### The input

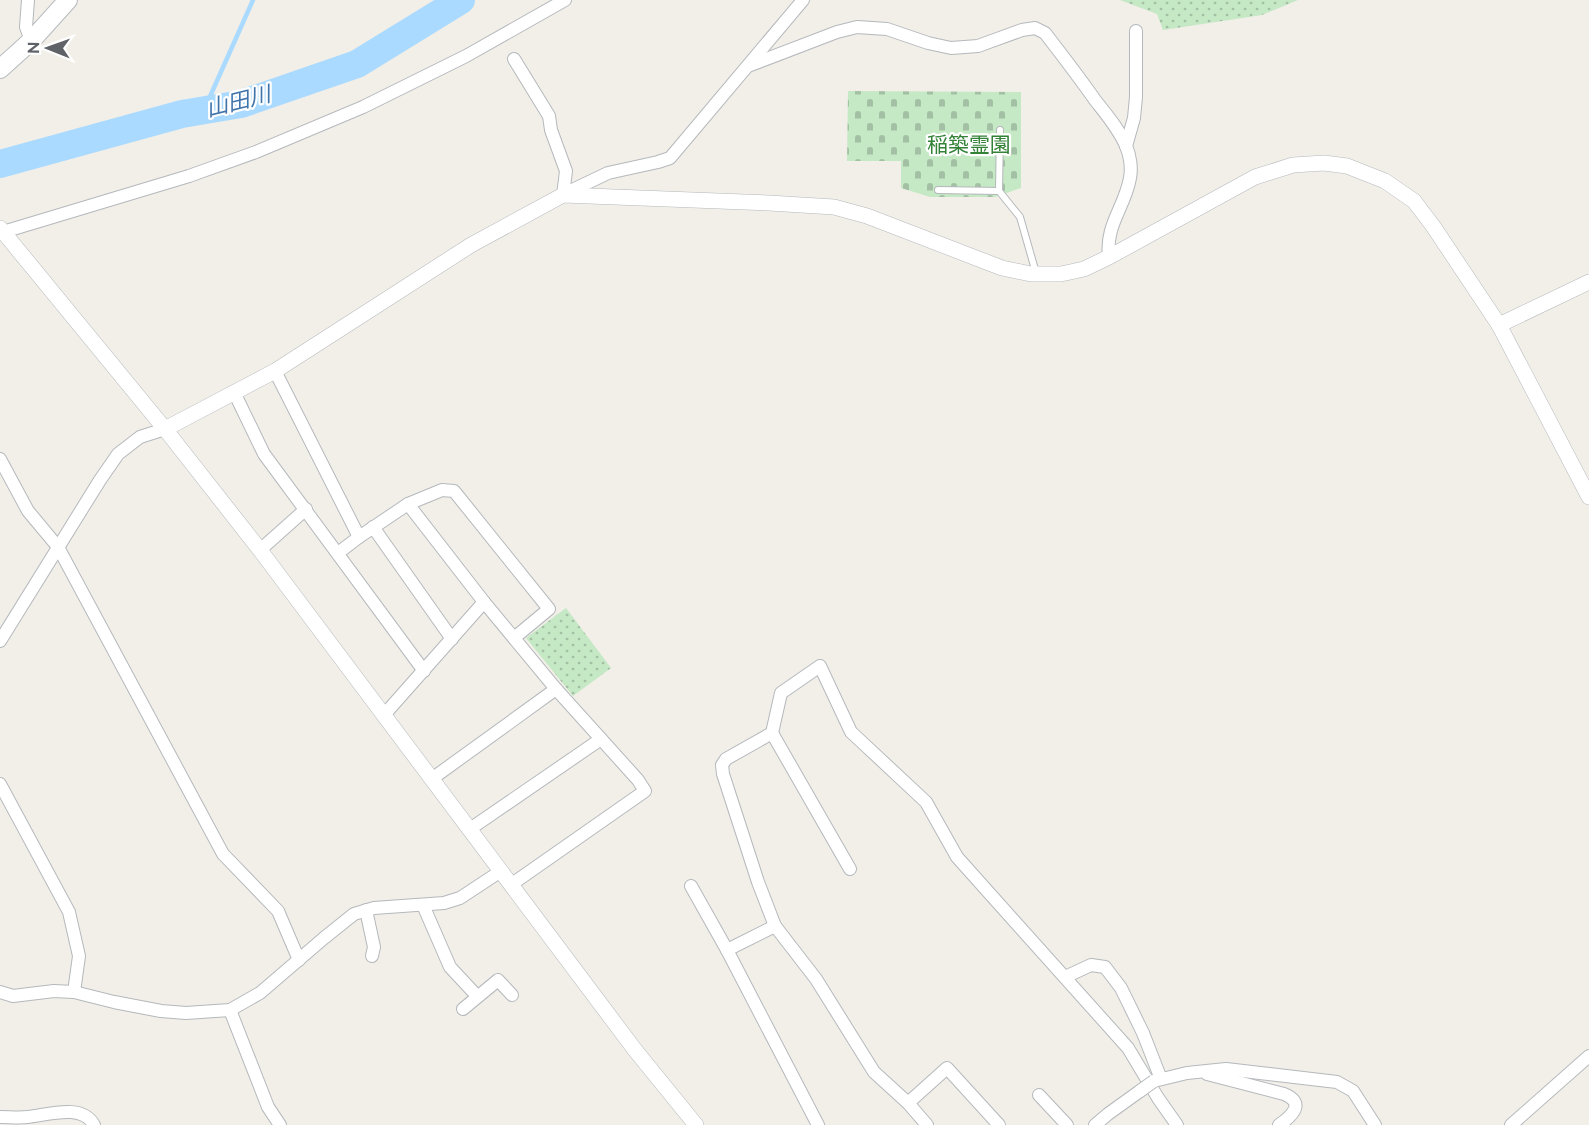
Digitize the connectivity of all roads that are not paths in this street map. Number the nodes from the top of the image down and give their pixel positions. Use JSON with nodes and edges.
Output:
{"nodes":[{"id":1,"x":28,"y":0,"type":"edge"},
{"id":2,"x":68,"y":0,"type":"edge"},
{"id":3,"x":565,"y":0,"type":"edge"},
{"id":4,"x":803,"y":0,"type":"edge"},
{"id":5,"x":1136,"y":31,"type":"dead end"},
{"id":6,"x":31,"y":41,"type":"junction"},
{"id":7,"x":514,"y":59,"type":"dead end"},
{"id":8,"x":748,"y":66,"type":"junction"},
{"id":9,"x":0,"y":69,"type":"edge"},
{"id":10,"x":1000,"y":130,"type":"dead end"},
{"id":11,"x":1126,"y":146,"type":"junction"},
{"id":12,"x":938,"y":190,"type":"dead end"},
{"id":13,"x":999,"y":191,"type":"junction"},
{"id":14,"x":563,"y":195,"type":"junction"},
{"id":15,"x":2,"y":230,"type":"edge"},
{"id":16,"x":1109,"y":257,"type":"junction"},
{"id":17,"x":1037,"y":274,"type":"junction"},
{"id":18,"x":1589,"y":282,"type":"edge"},
{"id":19,"x":1499,"y":325,"type":"junction"},
{"id":20,"x":275,"y":371,"type":"junction"},
{"id":21,"x":234,"y":392,"type":"junction"},
{"id":22,"x":165,"y":429,"type":"junction"},
{"id":23,"x":0,"y":459,"type":"edge"},
{"id":24,"x":1589,"y":497,"type":"edge"},
{"id":25,"x":408,"y":504,"type":"junction"},
{"id":26,"x":306,"y":509,"type":"junction"},
{"id":27,"x":373,"y":527,"type":"junction"},
{"id":28,"x":359,"y":537,"type":"junction"},
{"id":29,"x":58,"y":547,"type":"junction"},
{"id":30,"x":260,"y":550,"type":"junction"},
{"id":31,"x":338,"y":553,"type":"junction"},
{"id":32,"x":484,"y":602,"type":"junction"},
{"id":33,"x":514,"y":638,"type":"junction"},
{"id":34,"x":452,"y":639,"type":"junction"},
{"id":35,"x":0,"y":641,"type":"edge"},
{"id":36,"x":424,"y":670,"type":"junction"},
{"id":37,"x":556,"y":689,"type":"junction"},
{"id":38,"x":384,"y":715,"type":"junction"},
{"id":39,"x":771,"y":733,"type":"junction"},
{"id":40,"x":601,"y":739,"type":"junction"},
{"id":41,"x":433,"y":778,"type":"junction"},
{"id":42,"x":0,"y":784,"type":"edge"},
{"id":43,"x":470,"y":829,"type":"junction"},
{"id":44,"x":850,"y":869,"type":"dead end"},
{"id":45,"x":501,"y":871,"type":"junction"},
{"id":46,"x":512,"y":884,"type":"junction"},
{"id":47,"x":691,"y":886,"type":"dead end"},
{"id":48,"x":423,"y":905,"type":"junction"},
{"id":49,"x":366,"y":910,"type":"junction"},
{"id":50,"x":775,"y":926,"type":"junction"},
{"id":51,"x":727,"y":950,"type":"junction"},
{"id":52,"x":372,"y":956,"type":"dead end"},
{"id":53,"x":298,"y":960,"type":"junction"},
{"id":54,"x":1065,"y":977,"type":"junction"},
{"id":55,"x":0,"y":992,"type":"edge"},
{"id":56,"x":74,"y":992,"type":"junction"},
{"id":57,"x":512,"y":995,"type":"dead end"},
{"id":58,"x":477,"y":996,"type":"junction"},
{"id":59,"x":463,"y":1009,"type":"dead end"},
{"id":60,"x":230,"y":1010,"type":"junction"},
{"id":61,"x":1589,"y":1056,"type":"edge"},
{"id":62,"x":1196,"y":1072,"type":"junction"},
{"id":63,"x":1158,"y":1080,"type":"junction"},
{"id":64,"x":1039,"y":1095,"type":"dead end"},
{"id":65,"x":908,"y":1103,"type":"junction"},
{"id":66,"x":0,"y":1117,"type":"edge"},
{"id":67,"x":94,"y":1125,"type":"edge"},
{"id":68,"x":280,"y":1125,"type":"edge"},
{"id":69,"x":696,"y":1125,"type":"edge"},
{"id":70,"x":818,"y":1125,"type":"edge"},
{"id":71,"x":927,"y":1125,"type":"edge"},
{"id":72,"x":999,"y":1125,"type":"edge"},
{"id":73,"x":1067,"y":1125,"type":"edge"},
{"id":74,"x":1095,"y":1125,"type":"edge"},
{"id":75,"x":1177,"y":1125,"type":"edge"},
{"id":76,"x":1279,"y":1125,"type":"edge"},
{"id":77,"x":1375,"y":1125,"type":"edge"},
{"id":78,"x":1511,"y":1125,"type":"edge"}],
"edges":[{"from":1,"to":6,"type":"street"},
{"from":2,"to":6,"type":"main road"},
{"from":3,"to":15,"type":"street"},
{"from":4,"to":8,"type":"street"},
{"from":5,"to":11,"type":"street"},
{"from":6,"to":9,"type":"main road"},
{"from":7,"to":14,"type":"street"},
{"from":8,"to":11,"type":"street"},
{"from":8,"to":14,"type":"street"},
{"from":10,"to":13,"type":"lane"},
{"from":11,"to":16,"type":"street"},
{"from":12,"to":13,"type":"lane"},
{"from":13,"to":17,"type":"lane"},
{"from":14,"to":17,"type":"street"},
{"from":14,"to":20,"type":"street"},
{"from":15,"to":22,"type":"street"},
{"from":16,"to":17,"type":"street"},
{"from":16,"to":19,"type":"street"},
{"from":18,"to":19,"type":"street"},
{"from":19,"to":24,"type":"street"},
{"from":20,"to":21,"type":"street"},
{"from":20,"to":28,"type":"street"},
{"from":21,"to":22,"type":"street"},
{"from":21,"to":26,"type":"street"},
{"from":22,"to":29,"type":"street"},
{"from":22,"to":30,"type":"street"},
{"from":23,"to":29,"type":"street"},
{"from":25,"to":27,"type":"street"},
{"from":25,"to":32,"type":"street"},
{"from":25,"to":33,"type":"street"},
{"from":26,"to":30,"type":"street"},
{"from":26,"to":31,"type":"street"},
{"from":27,"to":28,"type":"street"},
{"from":27,"to":34,"type":"street"},
{"from":28,"to":31,"type":"street"},
{"from":29,"to":35,"type":"street"},
{"from":29,"to":53,"type":"street"},
{"from":30,"to":38,"type":"street"},
{"from":31,"to":36,"type":"street"},
{"from":32,"to":33,"type":"street"},
{"from":32,"to":34,"type":"street"},
{"from":33,"to":37,"type":"street"},
{"from":34,"to":36,"type":"street"},
{"from":36,"to":38,"type":"street"},
{"from":37,"to":40,"type":"street"},
{"from":37,"to":41,"type":"street"},
{"from":38,"to":41,"type":"street"},
{"from":39,"to":44,"type":"street"},
{"from":39,"to":50,"type":"street"},
{"from":39,"to":54,"type":"street"},
{"from":40,"to":43,"type":"street"},
{"from":40,"to":46,"type":"street"},
{"from":41,"to":43,"type":"street"},
{"from":42,"to":56,"type":"street"},
{"from":43,"to":45,"type":"street"},
{"from":45,"to":46,"type":"street"},
{"from":45,"to":48,"type":"street"},
{"from":46,"to":69,"type":"street"},
{"from":47,"to":51,"type":"street"},
{"from":48,"to":49,"type":"street"},
{"from":48,"to":58,"type":"street"},
{"from":49,"to":52,"type":"street"},
{"from":49,"to":53,"type":"street"},
{"from":50,"to":51,"type":"street"},
{"from":50,"to":65,"type":"street"},
{"from":51,"to":70,"type":"street"},
{"from":53,"to":60,"type":"street"},
{"from":54,"to":63,"type":"street"},
{"from":54,"to":75,"type":"street"},
{"from":55,"to":56,"type":"street"},
{"from":56,"to":60,"type":"street"},
{"from":57,"to":58,"type":"street"},
{"from":58,"to":59,"type":"street"},
{"from":60,"to":68,"type":"street"},
{"from":61,"to":78,"type":"street"},
{"from":62,"to":63,"type":"street"},
{"from":62,"to":76,"type":"street"},
{"from":62,"to":77,"type":"street"},
{"from":63,"to":74,"type":"street","bridge":true},
{"from":64,"to":73,"type":"street"},
{"from":65,"to":71,"type":"street"},
{"from":65,"to":72,"type":"street"},
{"from":66,"to":67,"type":"street"}]}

### Your instructions
Search the entries for the string "nodes". Copy every line that has it.

### Answer below
Digitize the connectivity of all roads that are not paths in this street map. Number the nodes from the top of the image down and give their pixel positions. Use JSON with nodes and edges.
{"nodes":[{"id":1,"x":28,"y":0,"type":"edge"},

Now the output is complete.